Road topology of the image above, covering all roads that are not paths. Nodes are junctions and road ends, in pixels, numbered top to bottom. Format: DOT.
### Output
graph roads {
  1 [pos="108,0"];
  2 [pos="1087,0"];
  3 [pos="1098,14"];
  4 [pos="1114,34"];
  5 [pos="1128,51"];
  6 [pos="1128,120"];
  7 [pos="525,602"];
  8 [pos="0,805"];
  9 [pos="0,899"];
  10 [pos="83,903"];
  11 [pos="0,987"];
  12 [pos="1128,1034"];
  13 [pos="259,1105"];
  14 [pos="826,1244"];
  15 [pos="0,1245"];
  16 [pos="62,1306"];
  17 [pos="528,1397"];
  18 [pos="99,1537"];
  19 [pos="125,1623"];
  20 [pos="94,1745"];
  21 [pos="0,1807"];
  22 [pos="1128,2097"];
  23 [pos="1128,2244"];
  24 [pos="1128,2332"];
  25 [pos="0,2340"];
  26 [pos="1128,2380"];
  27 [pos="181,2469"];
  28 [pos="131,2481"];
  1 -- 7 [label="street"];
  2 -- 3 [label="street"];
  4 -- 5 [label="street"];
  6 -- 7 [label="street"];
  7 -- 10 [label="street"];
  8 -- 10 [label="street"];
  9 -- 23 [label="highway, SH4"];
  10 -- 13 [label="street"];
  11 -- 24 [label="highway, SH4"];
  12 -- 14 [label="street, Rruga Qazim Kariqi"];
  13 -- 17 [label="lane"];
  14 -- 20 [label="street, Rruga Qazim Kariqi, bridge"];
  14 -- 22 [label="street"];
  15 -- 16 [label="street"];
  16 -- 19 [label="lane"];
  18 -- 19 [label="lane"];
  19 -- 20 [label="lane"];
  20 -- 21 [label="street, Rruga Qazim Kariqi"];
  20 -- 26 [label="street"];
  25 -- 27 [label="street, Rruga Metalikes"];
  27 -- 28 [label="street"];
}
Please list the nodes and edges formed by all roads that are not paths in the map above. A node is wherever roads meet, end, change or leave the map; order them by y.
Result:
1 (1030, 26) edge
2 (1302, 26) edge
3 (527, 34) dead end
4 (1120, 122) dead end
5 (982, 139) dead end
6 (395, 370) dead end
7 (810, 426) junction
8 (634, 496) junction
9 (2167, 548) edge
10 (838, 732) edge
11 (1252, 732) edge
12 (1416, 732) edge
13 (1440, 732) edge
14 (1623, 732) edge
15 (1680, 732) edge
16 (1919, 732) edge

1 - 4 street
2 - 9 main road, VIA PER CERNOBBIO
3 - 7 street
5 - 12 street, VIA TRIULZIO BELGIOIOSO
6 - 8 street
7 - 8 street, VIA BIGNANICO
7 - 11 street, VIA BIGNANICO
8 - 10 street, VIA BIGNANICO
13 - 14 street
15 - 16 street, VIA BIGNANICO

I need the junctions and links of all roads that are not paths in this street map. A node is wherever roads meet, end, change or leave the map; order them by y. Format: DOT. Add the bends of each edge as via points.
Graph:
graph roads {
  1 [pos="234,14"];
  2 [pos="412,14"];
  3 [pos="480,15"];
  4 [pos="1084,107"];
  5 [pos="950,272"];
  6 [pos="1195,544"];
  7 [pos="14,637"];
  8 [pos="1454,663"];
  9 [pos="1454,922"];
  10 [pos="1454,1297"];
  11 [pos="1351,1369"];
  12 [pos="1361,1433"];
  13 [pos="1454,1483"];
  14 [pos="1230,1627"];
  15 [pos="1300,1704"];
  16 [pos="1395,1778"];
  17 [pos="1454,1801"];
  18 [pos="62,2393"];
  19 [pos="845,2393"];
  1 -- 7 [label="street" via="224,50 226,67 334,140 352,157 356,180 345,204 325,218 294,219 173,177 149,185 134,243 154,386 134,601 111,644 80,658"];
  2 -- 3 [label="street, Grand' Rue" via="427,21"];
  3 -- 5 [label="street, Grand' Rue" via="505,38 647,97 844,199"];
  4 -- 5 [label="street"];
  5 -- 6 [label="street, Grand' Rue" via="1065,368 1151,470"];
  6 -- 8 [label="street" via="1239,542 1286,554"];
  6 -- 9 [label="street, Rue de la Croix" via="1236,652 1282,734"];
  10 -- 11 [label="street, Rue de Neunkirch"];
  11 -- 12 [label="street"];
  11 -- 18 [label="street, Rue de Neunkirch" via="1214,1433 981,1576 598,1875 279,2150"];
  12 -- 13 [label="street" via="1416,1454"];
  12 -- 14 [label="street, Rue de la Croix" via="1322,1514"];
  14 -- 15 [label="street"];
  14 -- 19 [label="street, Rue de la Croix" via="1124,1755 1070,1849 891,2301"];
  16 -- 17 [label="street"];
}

===============

Write the records out once more. Each line must match.

Road topology of the image above, covering all roads that are not paths. Nodes are junctions and road ends, in pixels, numbered top to bottom. Format: DOT.
### Output
graph roads {
  1 [pos="108,0"];
  2 [pos="1087,0"];
  3 [pos="1098,14"];
  4 [pos="1114,34"];
  5 [pos="1128,51"];
  6 [pos="1128,120"];
  7 [pos="525,602"];
  8 [pos="0,805"];
  9 [pos="0,899"];
  10 [pos="83,903"];
  11 [pos="0,987"];
  12 [pos="1128,1034"];
  13 [pos="259,1105"];
  14 [pos="826,1244"];
  15 [pos="0,1245"];
  16 [pos="62,1306"];
  17 [pos="528,1397"];
  18 [pos="99,1537"];
  19 [pos="125,1623"];
  20 [pos="94,1745"];
  21 [pos="0,1807"];
  22 [pos="1128,2097"];
  23 [pos="1128,2244"];
  24 [pos="1128,2332"];
  25 [pos="0,2340"];
  26 [pos="1128,2380"];
  27 [pos="181,2469"];
  28 [pos="131,2481"];
  1 -- 7 [label="street"];
  2 -- 3 [label="street"];
  4 -- 5 [label="street"];
  6 -- 7 [label="street"];
  7 -- 10 [label="street"];
  8 -- 10 [label="street"];
  9 -- 23 [label="highway, SH4"];
  10 -- 13 [label="street"];
  11 -- 24 [label="highway, SH4"];
  12 -- 14 [label="street, Rruga Qazim Kariqi"];
  13 -- 17 [label="lane"];
  14 -- 20 [label="street, Rruga Qazim Kariqi, bridge"];
  14 -- 22 [label="street"];
  15 -- 16 [label="street"];
  16 -- 19 [label="lane"];
  18 -- 19 [label="lane"];
  19 -- 20 [label="lane"];
  20 -- 21 [label="street, Rruga Qazim Kariqi"];
  20 -- 26 [label="street"];
  25 -- 27 [label="street, Rruga Metalikes"];
  27 -- 28 [label="street"];
}
Please list the nodes and edges formed by all roads that are not paths in the map above. A node is wherever roads meet, end, change or leave the map; order them by y.
Result:
1 (1030, 26) edge
2 (1302, 26) edge
3 (527, 34) dead end
4 (1120, 122) dead end
5 (982, 139) dead end
6 (395, 370) dead end
7 (810, 426) junction
8 (634, 496) junction
9 (2167, 548) edge
10 (838, 732) edge
11 (1252, 732) edge
12 (1416, 732) edge
13 (1440, 732) edge
14 (1623, 732) edge
15 (1680, 732) edge
16 (1919, 732) edge

1 - 4 street
2 - 9 main road, VIA PER CERNOBBIO
3 - 7 street
5 - 12 street, VIA TRIULZIO BELGIOIOSO
6 - 8 street
7 - 8 street, VIA BIGNANICO
7 - 11 street, VIA BIGNANICO
8 - 10 street, VIA BIGNANICO
13 - 14 street
15 - 16 street, VIA BIGNANICO

I need the junctions and links of all roads that are not paths in this street map. A node is wherever roads meet, end, change or leave the map; order them by y. Format: DOT. Add the bends of each edge as via points.
Graph:
graph roads {
  1 [pos="234,14"];
  2 [pos="412,14"];
  3 [pos="480,15"];
  4 [pos="1084,107"];
  5 [pos="950,272"];
  6 [pos="1195,544"];
  7 [pos="14,637"];
  8 [pos="1454,663"];
  9 [pos="1454,922"];
  10 [pos="1454,1297"];
  11 [pos="1351,1369"];
  12 [pos="1361,1433"];
  13 [pos="1454,1483"];
  14 [pos="1230,1627"];
  15 [pos="1300,1704"];
  16 [pos="1395,1778"];
  17 [pos="1454,1801"];
  18 [pos="62,2393"];
  19 [pos="845,2393"];
  1 -- 7 [label="street" via="224,50 226,67 334,140 352,157 356,180 345,204 325,218 294,219 173,177 149,185 134,243 154,386 134,601 111,644 80,658"];
  2 -- 3 [label="street, Grand' Rue" via="427,21"];
  3 -- 5 [label="street, Grand' Rue" via="505,38 647,97 844,199"];
  4 -- 5 [label="street"];
  5 -- 6 [label="street, Grand' Rue" via="1065,368 1151,470"];
  6 -- 8 [label="street" via="1239,542 1286,554"];
  6 -- 9 [label="street, Rue de la Croix" via="1236,652 1282,734"];
  10 -- 11 [label="street, Rue de Neunkirch"];
  11 -- 12 [label="street"];
  11 -- 18 [label="street, Rue de Neunkirch" via="1214,1433 981,1576 598,1875 279,2150"];
  12 -- 13 [label="street" via="1416,1454"];
  12 -- 14 [label="street, Rue de la Croix" via="1322,1514"];
  14 -- 15 [label="street"];
  14 -- 19 [label="street, Rue de la Croix" via="1124,1755 1070,1849 891,2301"];
  16 -- 17 [label="street"];
}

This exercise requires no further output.